_Goal of the exercise_
Work out how many lines in the data below contain "dead", and state that count with nothing added.

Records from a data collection
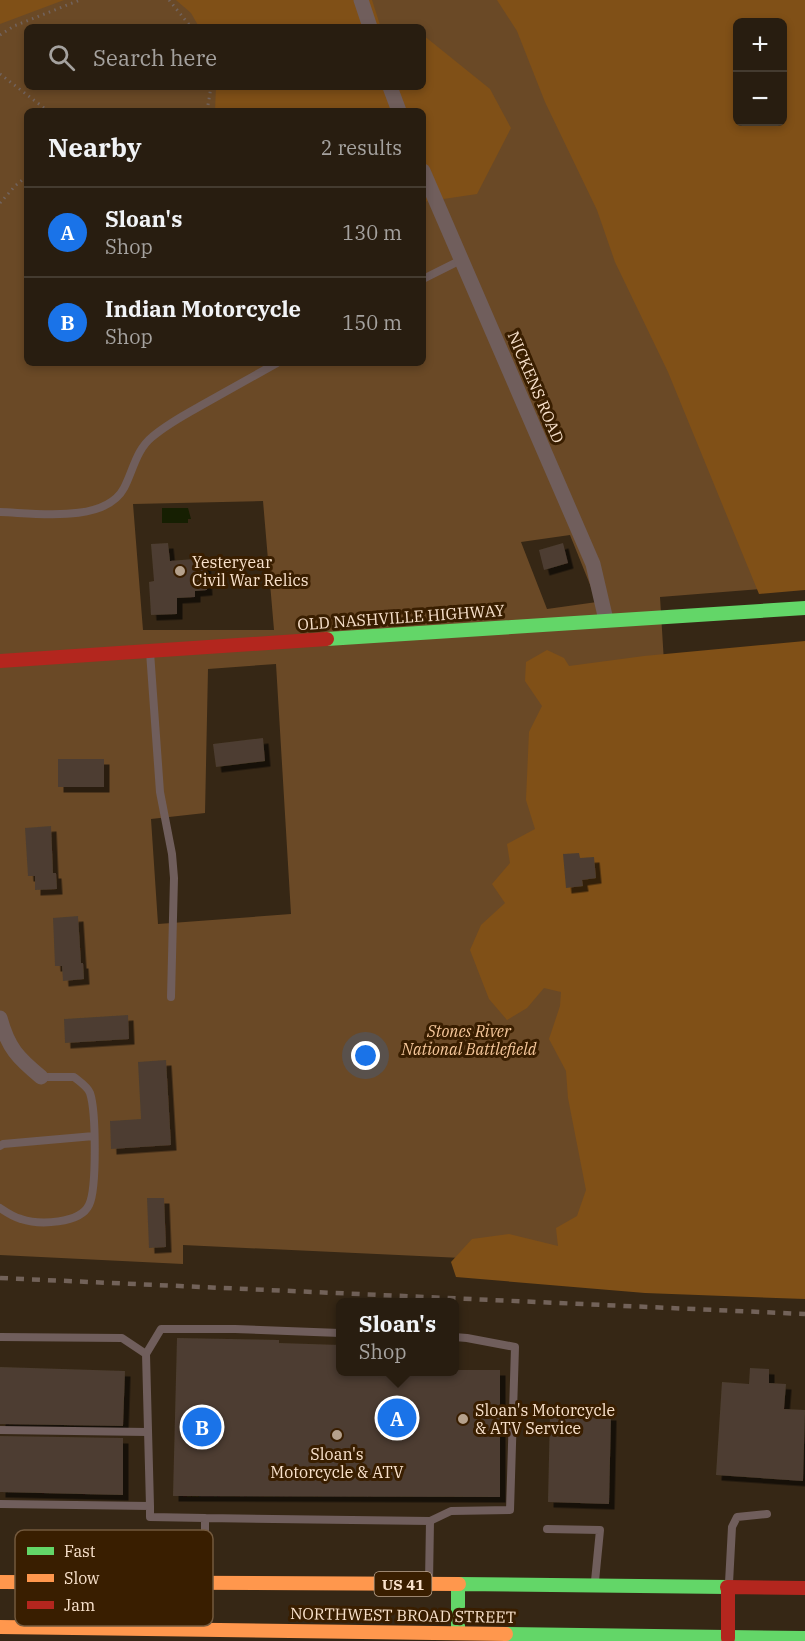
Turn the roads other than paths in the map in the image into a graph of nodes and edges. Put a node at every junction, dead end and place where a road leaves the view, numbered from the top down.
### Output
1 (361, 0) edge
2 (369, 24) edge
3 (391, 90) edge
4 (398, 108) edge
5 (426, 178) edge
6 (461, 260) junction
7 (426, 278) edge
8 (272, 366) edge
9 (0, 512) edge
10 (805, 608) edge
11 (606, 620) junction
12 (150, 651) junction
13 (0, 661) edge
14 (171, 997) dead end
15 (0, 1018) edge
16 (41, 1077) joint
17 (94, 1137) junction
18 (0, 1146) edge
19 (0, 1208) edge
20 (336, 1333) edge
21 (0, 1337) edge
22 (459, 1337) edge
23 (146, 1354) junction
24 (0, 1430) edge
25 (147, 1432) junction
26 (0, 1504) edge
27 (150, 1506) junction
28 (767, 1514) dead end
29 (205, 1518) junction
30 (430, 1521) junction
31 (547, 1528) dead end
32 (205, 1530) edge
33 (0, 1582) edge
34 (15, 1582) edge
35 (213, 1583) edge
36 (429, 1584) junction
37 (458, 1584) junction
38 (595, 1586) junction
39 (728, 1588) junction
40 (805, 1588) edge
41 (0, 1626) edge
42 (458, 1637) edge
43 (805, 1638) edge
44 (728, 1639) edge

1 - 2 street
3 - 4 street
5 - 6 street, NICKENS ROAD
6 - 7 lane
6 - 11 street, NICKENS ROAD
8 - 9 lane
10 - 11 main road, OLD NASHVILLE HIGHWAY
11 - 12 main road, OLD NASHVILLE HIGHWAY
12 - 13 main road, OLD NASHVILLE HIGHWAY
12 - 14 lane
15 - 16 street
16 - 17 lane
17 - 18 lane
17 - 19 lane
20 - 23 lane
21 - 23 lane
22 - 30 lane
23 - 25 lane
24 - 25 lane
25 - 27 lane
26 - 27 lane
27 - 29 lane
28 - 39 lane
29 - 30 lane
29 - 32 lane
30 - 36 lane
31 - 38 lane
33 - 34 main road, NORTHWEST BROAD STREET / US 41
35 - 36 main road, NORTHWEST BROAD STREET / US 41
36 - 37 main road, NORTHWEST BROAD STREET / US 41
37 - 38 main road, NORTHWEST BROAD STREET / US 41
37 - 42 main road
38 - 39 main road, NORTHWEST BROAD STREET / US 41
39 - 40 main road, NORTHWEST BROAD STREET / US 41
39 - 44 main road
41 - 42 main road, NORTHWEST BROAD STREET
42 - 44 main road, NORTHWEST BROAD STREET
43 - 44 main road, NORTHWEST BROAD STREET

_Answer to this task_
4